Accord sur la décarbonation des bateaux: vote décisif sous pression américaine

Londres, 17 oct 2025 (AFP) – Les pays membres de l’Organisation maritime internationale (OMI) ont repris vendredi à Londres, dans la division, leurs travaux sur l’adoption d’un plan pour réduire les émissions de gaz à effet de serre des navires, qui doit être voté dans la journée, mais que les Etats-Unis tentent de bloquer.

L’adoption de ce texte, déjà approuvé en principe en avril, permettrait au secteur, extrêmement polluant, de prendre un virage climatique historique en contraignant les navires à réduire progressivement leurs émissions dès 2028, jusqu’à décarbonation totale vers 2050.

Le système envisagé « n’est pas parfait », a reconnu Arsenio Dominguez, le secrétaire général de l’OMI, à l’ouverture du sommet mardi. Mais « il fournit une base équilibrée. »

La journée de jeudi a été marquée par de longues négociations entre les délégations –qualifiées de « chaotiques » par le représentant russe– qui se sont achevées à 3H30 du matin (2H30 GMT).

M. Dominguez a demandé à ce que les membres de l’OMI, une agence de l’ONU où règne habituellement la règle du consensus, « ne réitérèrent pas » cette manière de négocier.

– Marche arrière –

Le plan litigieux vise à faire payer aux bateaux une sorte de taxe sur leurs émissions au-delà d’un certain seuil, en vue d’alimenter un fonds récompensant les navires à faibles rejets et soutenant les pays vulnérables au changement climatique.

Cette tarification du CO2 doit les inciter à utiliser des carburants moins émetteurs de gaz à effet de serre.

Les pays de l’Union européenne, le Brésil et la Chine ont réitéré cette semaine leur soutien à l’adoption de ce « cadre net-zéro » (appelé aussi NZF).

Les Etats insulaires du Pacifique, qui s’étaient abstenus en avril, jugeant la mesure insuffisante, ont finalement indiqué qu’ils y étaient favorables.

Mais l’opposition est forte du côté des Etats-Unis, de l’Arabie saoudite, de la Russie et des pays producteurs de pétrole.

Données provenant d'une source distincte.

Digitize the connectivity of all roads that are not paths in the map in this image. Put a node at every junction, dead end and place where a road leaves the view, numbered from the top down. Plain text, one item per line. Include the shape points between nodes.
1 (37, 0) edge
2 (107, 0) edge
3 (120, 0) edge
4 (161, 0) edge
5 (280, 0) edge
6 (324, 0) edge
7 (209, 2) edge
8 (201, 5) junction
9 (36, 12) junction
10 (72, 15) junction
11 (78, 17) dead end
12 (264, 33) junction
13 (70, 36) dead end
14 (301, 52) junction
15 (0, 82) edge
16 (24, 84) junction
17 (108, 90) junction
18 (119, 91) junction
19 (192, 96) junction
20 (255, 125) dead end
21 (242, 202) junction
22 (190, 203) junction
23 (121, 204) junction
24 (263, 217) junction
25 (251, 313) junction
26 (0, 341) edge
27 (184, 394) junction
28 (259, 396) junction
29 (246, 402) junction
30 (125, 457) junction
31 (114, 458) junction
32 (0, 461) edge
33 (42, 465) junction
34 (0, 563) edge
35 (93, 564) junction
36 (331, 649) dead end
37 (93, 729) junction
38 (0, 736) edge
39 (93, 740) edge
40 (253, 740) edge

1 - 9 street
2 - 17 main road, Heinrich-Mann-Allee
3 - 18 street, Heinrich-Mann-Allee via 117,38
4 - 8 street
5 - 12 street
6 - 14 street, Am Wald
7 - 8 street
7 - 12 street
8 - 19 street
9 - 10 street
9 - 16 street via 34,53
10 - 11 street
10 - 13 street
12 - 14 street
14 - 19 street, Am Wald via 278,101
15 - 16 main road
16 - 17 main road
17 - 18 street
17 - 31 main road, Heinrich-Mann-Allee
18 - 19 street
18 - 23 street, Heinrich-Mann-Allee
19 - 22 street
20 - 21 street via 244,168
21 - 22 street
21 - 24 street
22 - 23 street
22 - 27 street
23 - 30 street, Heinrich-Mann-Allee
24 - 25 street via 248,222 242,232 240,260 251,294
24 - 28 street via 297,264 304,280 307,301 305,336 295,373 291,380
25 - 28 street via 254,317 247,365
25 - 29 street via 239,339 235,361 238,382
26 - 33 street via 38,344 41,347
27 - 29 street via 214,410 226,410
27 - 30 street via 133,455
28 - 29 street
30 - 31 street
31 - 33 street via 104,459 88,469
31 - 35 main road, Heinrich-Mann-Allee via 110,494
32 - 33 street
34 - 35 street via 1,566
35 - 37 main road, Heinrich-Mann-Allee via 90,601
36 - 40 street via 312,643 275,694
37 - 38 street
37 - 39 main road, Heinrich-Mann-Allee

Donald Trump, attaché aux énergies fossiles et qui a enclenché une marche arrière sur le climat depuis son retour au pouvoir, a appelé jeudi sur son réseau Truth Social à voter contre ce plan.

« Les États-Unis ne toléreront PAS cette arnaque verte mondiale sous forme de taxe sur le transport maritime et ne s’y conformeront d’aucune manière », a-t-il affirmé.

« Nous ne tolérerons pas d’augmentation des prix pour les consommateurs américains NI la création d’une bureaucratie verte pour dépenser VOTRE argent dans leurs rêves écologiques », a poursuivi le président américain, qui a dans le passé qualifié le changement climatique de « plus grande arnaque » de l’Histoire.

Les Etats-Unis vont jusqu’à menacer les délégations favorables au projet, avec des restrictions de visas pour les membres de leurs équipages, des pénalités commerciales ou des frais portuaires supplémentaires.

– Manoeuvres américaines –

Le représentant brésilien a dénoncé vendredi en plénière les « méthodes » américaines, disant espérer « que cela ne remplacera la manière habituelle de prendre des décisions au niveau mondial ».

Les pressions américaines pourraient affecter des « pays malheureusement plus sensibles à l’influence » des Etats-Unis, a reconnu une source européenne auprès de l’AFP.

Les Philippines — pays qui fournit le premier contingent mondial de travailleurs du secteur — pourraient faire évoluer leur position. Tout comme les îles des Caraïbes, dépendantes économiquement des croisières américaines. L’Argentine prévoit pour sa part de voter contre.

Le vote pourrait donc être très serré, d’autant que les Etats-Unis préconisent, dans un dernier coup de théâtre, d’en changer ses modalités afin de le faire capoter.

Les nouvelles réglementations de l’OMI sont habituellement considérées comme acceptées sauf si un tiers de ses 176 membres (ou alors l’équivalent de la moitié de la flotte marchande mondiale) déclare s’y opposer – un processus connu sous le nom d' »acceptation tacite ».

Mais Washington propose une « acceptation explicite », qui inverserait les rôles et nécessiterait que deux tiers des nations optent officiellement pour l’adoption.

Ce changement de procédure, dans laquelle pèsent les abstentionnistes, doit être examiné vendredi par l’OMI.

Les principales associations et organisations maritimes se sont pour leur part déclarées favorables à l’adoption du NZF, dans un souci de lisibilité réglementaire.